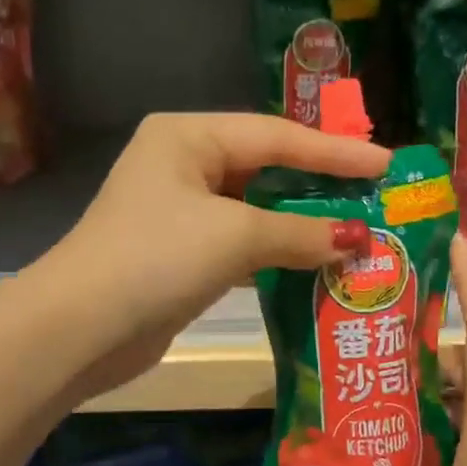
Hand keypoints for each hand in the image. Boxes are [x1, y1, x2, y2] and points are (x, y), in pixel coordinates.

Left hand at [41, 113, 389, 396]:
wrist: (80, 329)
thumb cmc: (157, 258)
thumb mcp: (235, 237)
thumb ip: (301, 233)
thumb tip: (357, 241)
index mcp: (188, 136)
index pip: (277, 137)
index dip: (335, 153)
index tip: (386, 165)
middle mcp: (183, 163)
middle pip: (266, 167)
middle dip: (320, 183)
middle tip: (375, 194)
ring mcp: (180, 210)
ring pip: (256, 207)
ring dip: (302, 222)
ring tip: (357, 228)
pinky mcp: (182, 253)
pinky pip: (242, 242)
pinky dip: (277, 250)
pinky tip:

──────────

* **TASK INSTRUCTIONS**: Nothing but the records, restated word for word and stripped of images, belongs in the answer.

* **SOLUTION**:
Hand keypoints for each hand in the image. Boxes are [x1, y1, x2, y2] and points are (x, y), in pixel coordinates.

Left hand at [41, 113, 389, 396]:
wrist: (80, 329)
thumb cmc: (157, 258)
thumb mcp: (235, 237)
thumb ip: (301, 233)
thumb tip: (357, 241)
index mcp: (188, 136)
index pip: (277, 137)
index dip: (335, 153)
index tip: (386, 165)
middle mcp: (183, 163)
middle pip: (266, 167)
middle dip: (320, 183)
middle tip: (375, 194)
ring mcp: (180, 210)
ring pip: (256, 207)
ring dip: (302, 222)
ring tip: (357, 228)
pinky mcp: (182, 253)
pinky pip: (242, 242)
pinky dip: (277, 250)
pinky tip:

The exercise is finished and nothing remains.